• **Record excerpts**

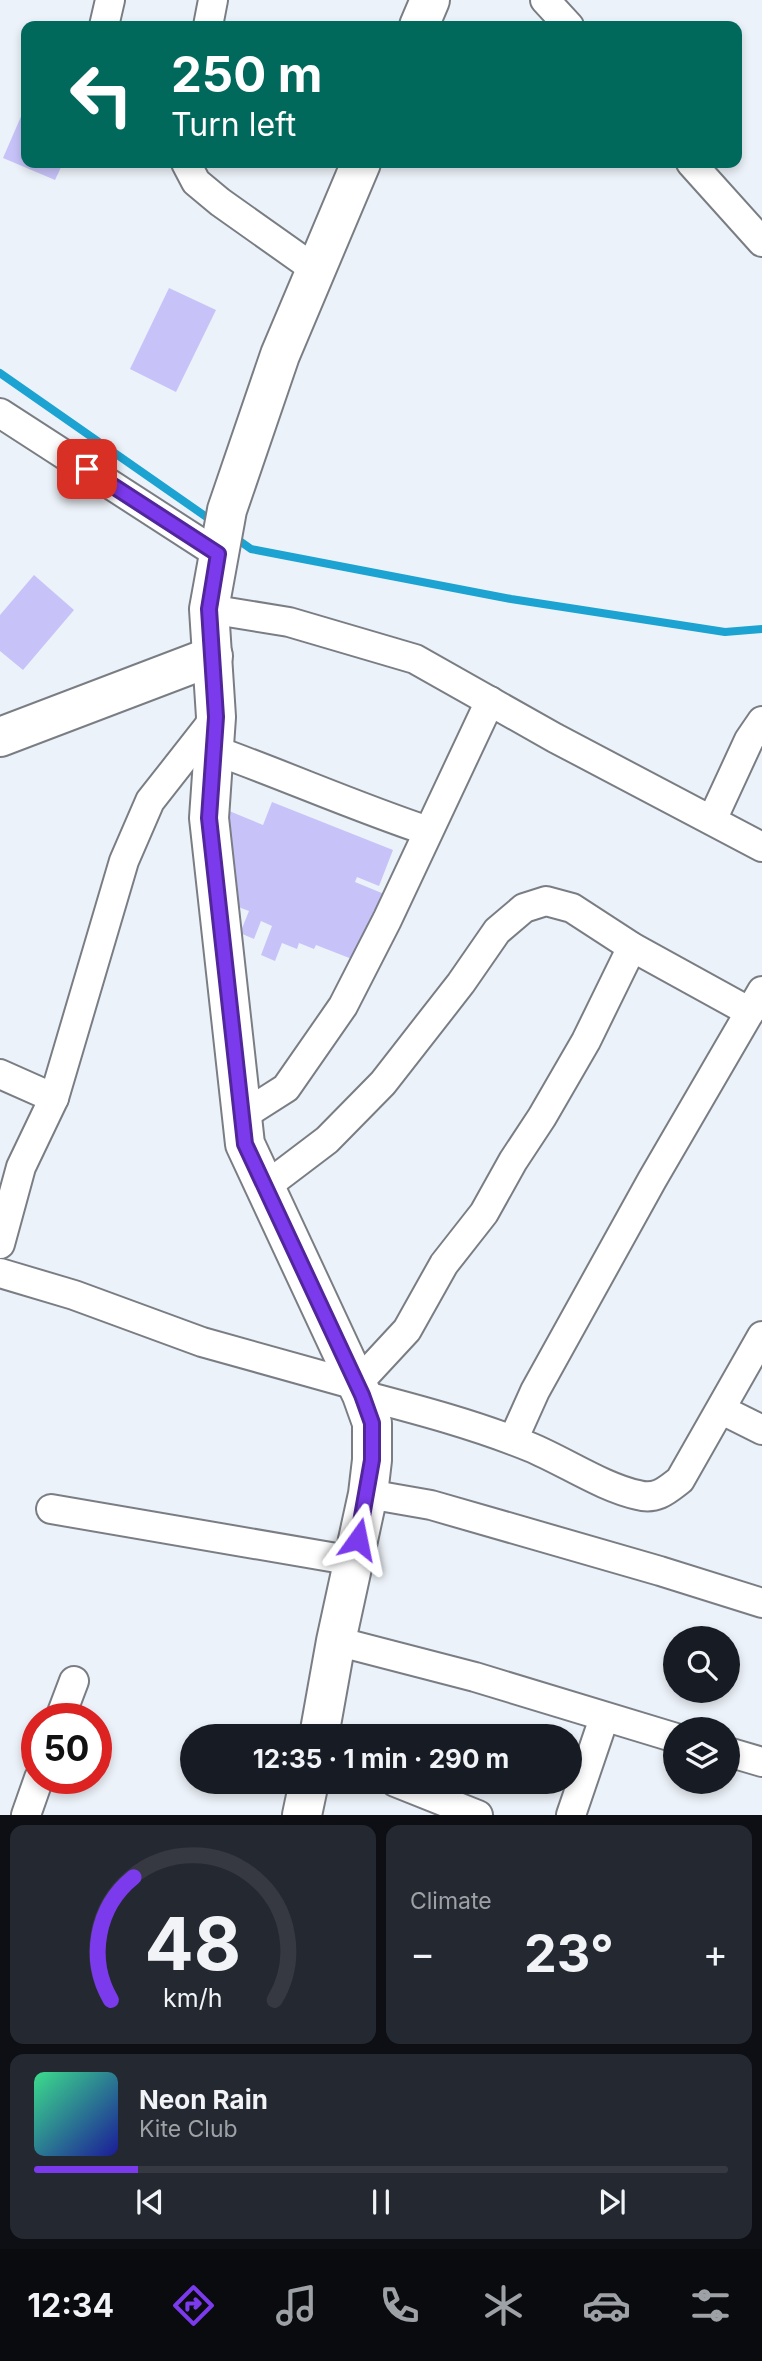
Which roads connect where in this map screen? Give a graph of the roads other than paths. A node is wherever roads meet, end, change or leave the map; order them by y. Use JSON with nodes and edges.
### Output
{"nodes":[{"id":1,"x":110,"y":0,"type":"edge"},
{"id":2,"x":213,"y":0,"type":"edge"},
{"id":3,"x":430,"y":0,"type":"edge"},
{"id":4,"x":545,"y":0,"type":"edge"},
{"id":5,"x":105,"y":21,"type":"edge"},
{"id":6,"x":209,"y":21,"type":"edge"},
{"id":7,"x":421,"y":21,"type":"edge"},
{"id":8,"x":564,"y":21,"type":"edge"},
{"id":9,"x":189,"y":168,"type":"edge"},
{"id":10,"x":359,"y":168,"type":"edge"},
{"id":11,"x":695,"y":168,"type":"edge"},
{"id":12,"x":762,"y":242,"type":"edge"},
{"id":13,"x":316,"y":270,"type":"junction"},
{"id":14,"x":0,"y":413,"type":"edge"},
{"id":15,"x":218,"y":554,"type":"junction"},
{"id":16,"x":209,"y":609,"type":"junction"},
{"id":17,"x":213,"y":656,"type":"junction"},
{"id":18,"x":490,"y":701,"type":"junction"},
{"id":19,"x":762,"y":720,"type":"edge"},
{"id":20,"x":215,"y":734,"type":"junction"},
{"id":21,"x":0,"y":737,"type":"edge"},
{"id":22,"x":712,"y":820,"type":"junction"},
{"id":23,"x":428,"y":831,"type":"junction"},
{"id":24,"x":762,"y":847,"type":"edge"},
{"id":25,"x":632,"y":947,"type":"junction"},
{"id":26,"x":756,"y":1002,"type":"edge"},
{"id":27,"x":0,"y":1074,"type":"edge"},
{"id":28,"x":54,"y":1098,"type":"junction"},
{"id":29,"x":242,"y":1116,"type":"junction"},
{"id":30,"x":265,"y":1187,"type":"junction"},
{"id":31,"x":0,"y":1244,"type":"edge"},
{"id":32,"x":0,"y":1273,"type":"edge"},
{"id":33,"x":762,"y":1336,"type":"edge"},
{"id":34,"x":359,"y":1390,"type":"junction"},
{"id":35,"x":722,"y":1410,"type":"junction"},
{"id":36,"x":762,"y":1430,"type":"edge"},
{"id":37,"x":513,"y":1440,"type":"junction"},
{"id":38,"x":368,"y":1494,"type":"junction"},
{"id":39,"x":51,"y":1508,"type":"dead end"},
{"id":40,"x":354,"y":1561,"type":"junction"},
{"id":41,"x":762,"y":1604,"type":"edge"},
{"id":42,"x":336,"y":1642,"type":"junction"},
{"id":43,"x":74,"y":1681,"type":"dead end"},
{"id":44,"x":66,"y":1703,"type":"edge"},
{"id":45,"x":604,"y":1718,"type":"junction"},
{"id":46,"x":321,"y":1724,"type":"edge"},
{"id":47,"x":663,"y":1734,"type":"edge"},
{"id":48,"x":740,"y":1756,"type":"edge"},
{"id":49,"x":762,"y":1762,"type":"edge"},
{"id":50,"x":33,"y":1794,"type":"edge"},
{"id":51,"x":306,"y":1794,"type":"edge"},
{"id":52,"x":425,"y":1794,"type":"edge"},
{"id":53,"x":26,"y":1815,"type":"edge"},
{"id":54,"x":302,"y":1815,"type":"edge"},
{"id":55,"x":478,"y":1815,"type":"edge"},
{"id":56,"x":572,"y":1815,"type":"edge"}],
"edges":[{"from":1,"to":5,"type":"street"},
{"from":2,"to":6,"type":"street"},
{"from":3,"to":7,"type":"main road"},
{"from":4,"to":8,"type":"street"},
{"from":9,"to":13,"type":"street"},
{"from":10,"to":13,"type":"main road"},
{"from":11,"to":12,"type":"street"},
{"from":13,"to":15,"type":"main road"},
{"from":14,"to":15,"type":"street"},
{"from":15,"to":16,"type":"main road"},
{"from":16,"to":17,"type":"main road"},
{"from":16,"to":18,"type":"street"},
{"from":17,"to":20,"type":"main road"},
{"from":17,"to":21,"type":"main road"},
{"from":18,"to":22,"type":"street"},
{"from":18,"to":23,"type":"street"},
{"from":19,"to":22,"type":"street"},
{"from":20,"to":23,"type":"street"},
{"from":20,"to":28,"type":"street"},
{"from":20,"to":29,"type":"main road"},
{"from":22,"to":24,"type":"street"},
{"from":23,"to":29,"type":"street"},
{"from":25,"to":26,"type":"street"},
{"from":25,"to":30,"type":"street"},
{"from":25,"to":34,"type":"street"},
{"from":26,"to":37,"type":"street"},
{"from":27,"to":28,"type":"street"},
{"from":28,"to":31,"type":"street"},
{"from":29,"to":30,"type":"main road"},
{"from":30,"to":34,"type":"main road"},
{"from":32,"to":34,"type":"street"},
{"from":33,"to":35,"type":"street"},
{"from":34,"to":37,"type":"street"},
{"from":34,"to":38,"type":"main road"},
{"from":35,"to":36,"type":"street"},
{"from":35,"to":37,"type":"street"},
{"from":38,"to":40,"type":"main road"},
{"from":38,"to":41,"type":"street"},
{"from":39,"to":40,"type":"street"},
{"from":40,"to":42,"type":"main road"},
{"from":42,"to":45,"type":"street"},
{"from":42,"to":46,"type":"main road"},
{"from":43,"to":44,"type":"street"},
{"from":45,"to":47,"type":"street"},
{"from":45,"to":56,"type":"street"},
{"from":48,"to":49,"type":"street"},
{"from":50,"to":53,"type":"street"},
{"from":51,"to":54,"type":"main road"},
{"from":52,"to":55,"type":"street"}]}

• **Exercise prompt**
Every line in the entries that contains the word "edges" should be counted, and the total stated alone.

• **Solution to the exercise**
2